I got the following exception with the code:

scala> sc.getConf.get("es.nodes.discovery")
res2: String = false

scala> val rdd = sc.esRDD("news/searchable-news-article")
rdd: org.elasticsearch.spark.rdd.ScalaEsRDD = ScalaEsRDD[1] at RDD at AbstractEsRDD.scala:17

scala> rdd.count()

Exception:

org.elasticsearch.hadoop.EsHadoopIllegalArgumentException: Cannot find node with id [gy_92kljRluUFT9N022KDw] (is HTTP enabled?) from shard
...
    at org.elasticsearch.hadoop.util.Assert.notNull(Assert.java:40)
    at org.elasticsearch.hadoop.rest.RestRepository.getReadTargetShards(RestRepository.java:277)
    at org.elasticsearch.hadoop.rest.RestService.findPartitions(RestService.java:241)
    at org.elasticsearch.spark.rdd.AbstractEsRDD.esPartitions$lzycompute(AbstractEsRDD.scala:49)
    at org.elasticsearch.spark.rdd.AbstractEsRDD.esPartitions(AbstractEsRDD.scala:48)
    at org.elasticsearch.spark.rdd.AbstractEsRDD.getPartitions(AbstractEsRDD.scala:25)
    at org.apache.spark.rdd.RDD$$anonfun$partitions$2.apply(RDD.scala:206)
    at org.apache.spark.rdd.RDD$$anonfun$partitions$2.apply(RDD.scala:204)

It seems to go and try other nodes even after es.nodes.discovery is explicitly turned off.

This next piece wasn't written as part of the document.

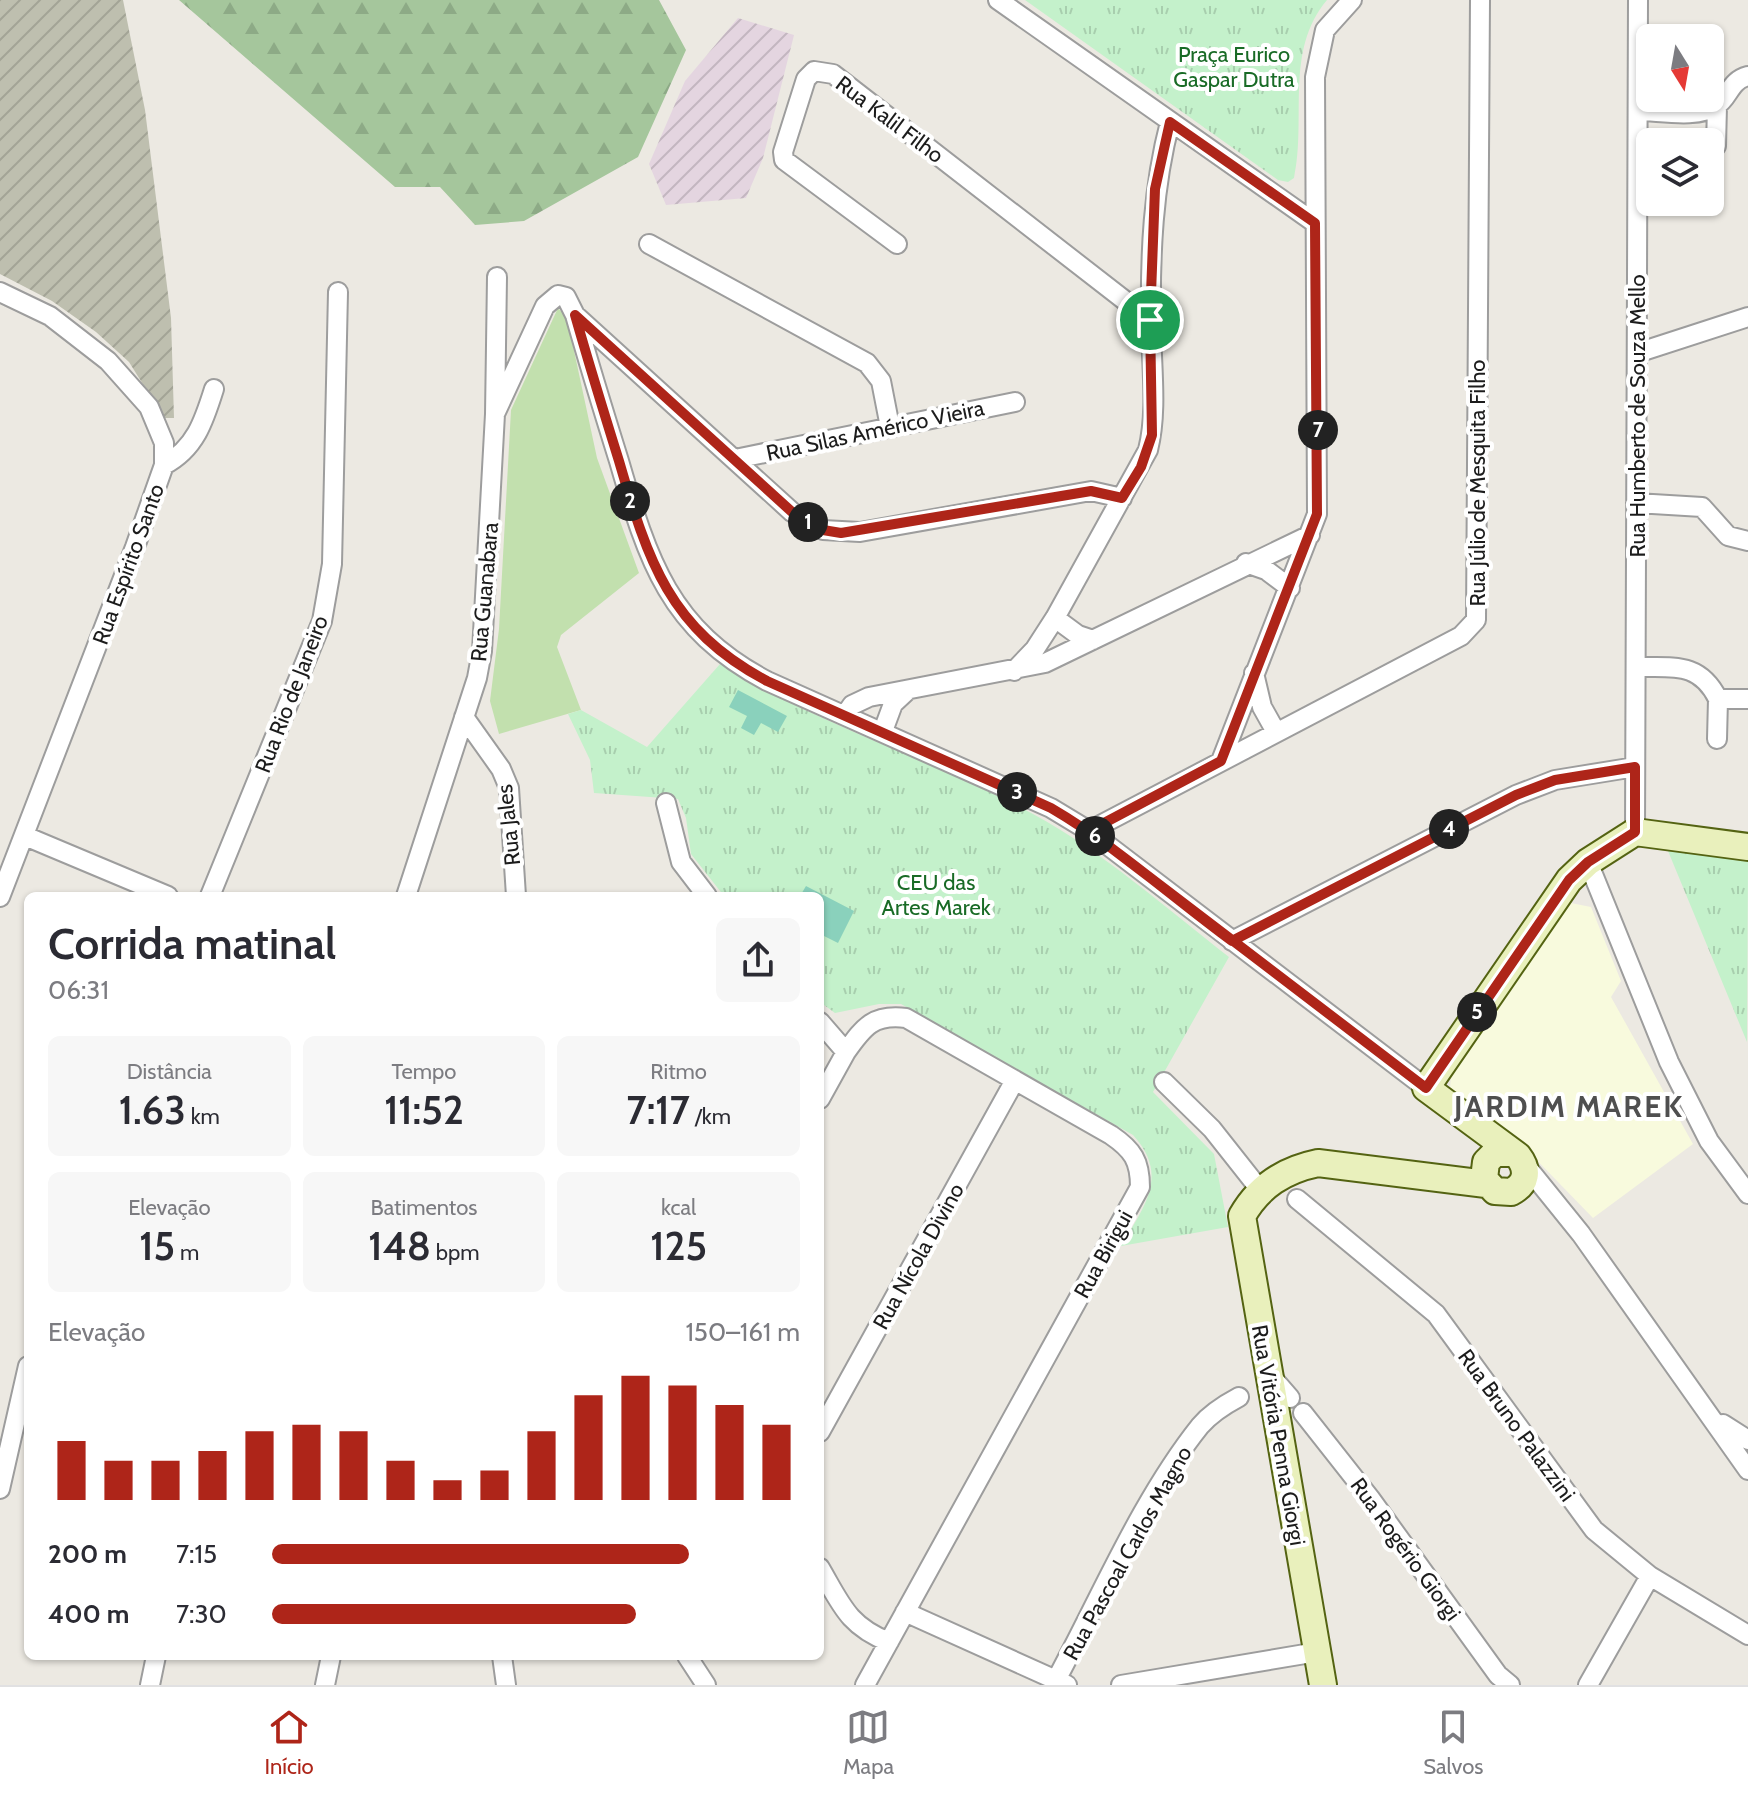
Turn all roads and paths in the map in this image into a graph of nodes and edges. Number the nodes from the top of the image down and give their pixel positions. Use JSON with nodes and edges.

Here comes the /_nodes?pretty (I removed some sensitive info):

{
  "ok" : true,
  "cluster_name" : "nyuzu",
  "nodes" : {
    "JRpaF5f7T2uLfJ90-sLBLA" : {
      "name" : "es-client001.mycom.com",
      "transport_address" : "inet[/11.222.111.68:9300]",
      "hostname" : "es-client001.mycom.com",
      "version" : "0.90.5",
      "http_address" : "inet[/11.222.111.68:9500]",
      "attributes" : {
        "data" : "false",
        "max_local_storage_nodes" : "1",
        "master" : "false"
      }
    },
    "Q_5mAcbBS_KGm6dEVp3oqQ" : {
      "name" : "es-data002.mycom.com",
      "transport_address" : "inet[/11.333.222.69:9300]",
      "hostname" : "es-data002.mycom.com",
      "version" : "0.90.5",
      "attributes" : {
        "max_local_storage_nodes" : "1",
        "master" : "false"
      }
    },
    "4d63O0bTSxyoVLE7DNDuiA" : {
      "name" : "es-master01.mycom.com",
      "transport_address" : "inet[/11.221.163.11:9300]",
      "hostname" : "es-master01.mycom.com",
      "version" : "0.90.5",
      "attributes" : {
        "data" : "false",
        "max_local_storage_nodes" : "1",
        "master" : "true"
      }
    },
    "gy_92kljRluUFT9N022KDw" : {
      "name" : "es-data001.mycom.com",
      "transport_address" : "inet[/11.113.18.70:9300]",
      "hostname" : "es-data001.mycom.com",
      "version" : "0.90.5",
      "attributes" : {
        "max_local_storage_nodes" : "1",
        "master" : "false"
      }
    }
  }
}

The text was updated successfully, but these errors were encountered:

wingchen · 2015-02-06T23:31:53Z

It turns out that only es-data001 and es-data002 has data, es-client001 is the load-balancer, and es-master01 is in charge of the cluster.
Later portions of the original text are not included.